La poesia di Gino Rago proviene da Mnemosyne e dall’Oblio della Memoria, dal periechon (dall’infinito della periferia, e quindi del «divino», secondo il pensiero dei greci), dalla perdita dell’Origine e dalla perdita della Patria (Heimat). La sua poesia è il volto codificato del dolore. Il duplice moto di andata e ritorno dal sacro al profano, e viceversa, caratterizza il nunc e l’hic dell’evento che si dà per noi, nella singolarità di un accadimento irripetibile. La guerra di Troia assume l’aspetto di simbolo di tutte le guerre e di tutti gli eccidi della storia umana. La rivisitazione del mito è fatta dalla parte delle donne, delle perdenti, dalla parte di Ecuba, moglie di Priamo e regina di Troia, madre di 19 figli. Il tum dà profondità al nunc per rifrazione e sedimentazione del tempo, e l‘hic, il qui, rivela la singolarità dell’evento. «Nell’evento lo spazio e il tempo fanno uno, ed è il tempo che è primario, che solo nell’evento rompe la continuità della durata e si rivela come istante, perché solo nell’evento il nunc ha contro di sé l’infinità circoscrivente del semper e fa centro, e il punto non è isolabile se non in una convergenza […] Il tempo circolare è il tempo continuo e infinitamente divisibile del logos, dove nessun istante è isolabile, perché in ognuno il principio coincide con la fine… Ciò è vero anche per il mito dell’eterno ritorno, che fin che è mito, ha sempre valore escatologico… Non appena il logos prevale sul mito, la coscienza religiosa lo sente come un’oppressione e cerca l’evasione nella rottura del ciclo e nell’unione definitiva con l’Uno».1]

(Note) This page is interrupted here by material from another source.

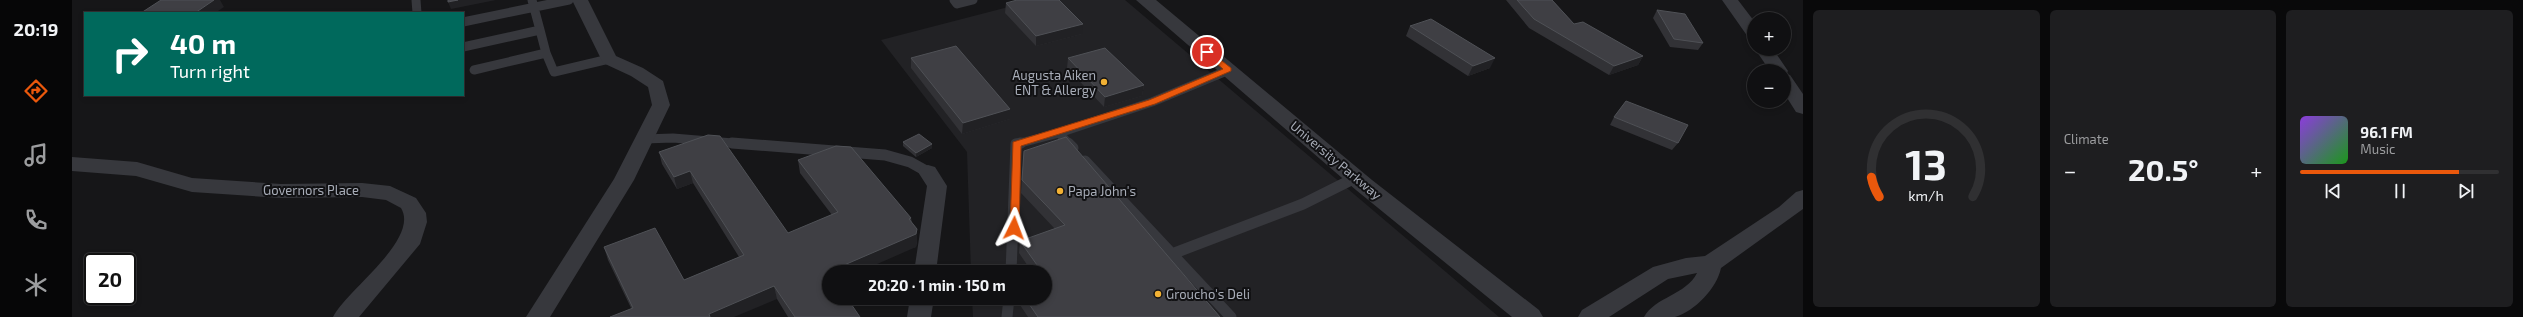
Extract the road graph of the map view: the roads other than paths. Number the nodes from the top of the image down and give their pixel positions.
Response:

«Ciò che è Perduto non può essere ritrovato se non nella forma di “frammento”, che non indica il Tutto se non come un tutto frammentato e disperso. Di qui il “dolore” della poesia». 2]
La gestualità statuaria di Ecuba di Rosario La Polla narra il mito, fissato e immobilizzato nell’eternità del tempo del «sacro». Il nunc è il tempo della mancanza, della povertà. Il mito invece è narrazione del tempo del tunc. Sia La Polla sia Gino Rago sono i cantori delle gesta del «sacro». È qui che la storia prende forma nelle vesti striate e multicolori della figura di Ecuba tracciata dal pittore di Trebisacce. La «Forma» è nella magia del colore. La «Forma» è ciò che rimane. Con le parole di Gino Rago: «lei per sempre la Regina», Ecuba e tutte le donne violentate e fatte schiave di tutti i tempi della storia umana. Negli occhi della «Regina» il tempo si ferma, si irrigidisce nel volto deformato dal dolore.
1] Carlo Diano, Linee per una fenomenologia dell’arte 1968, Neri Pozza, p.36-37.
2 ]Michel Foucault, Le parole e le cose 1975 p. 139.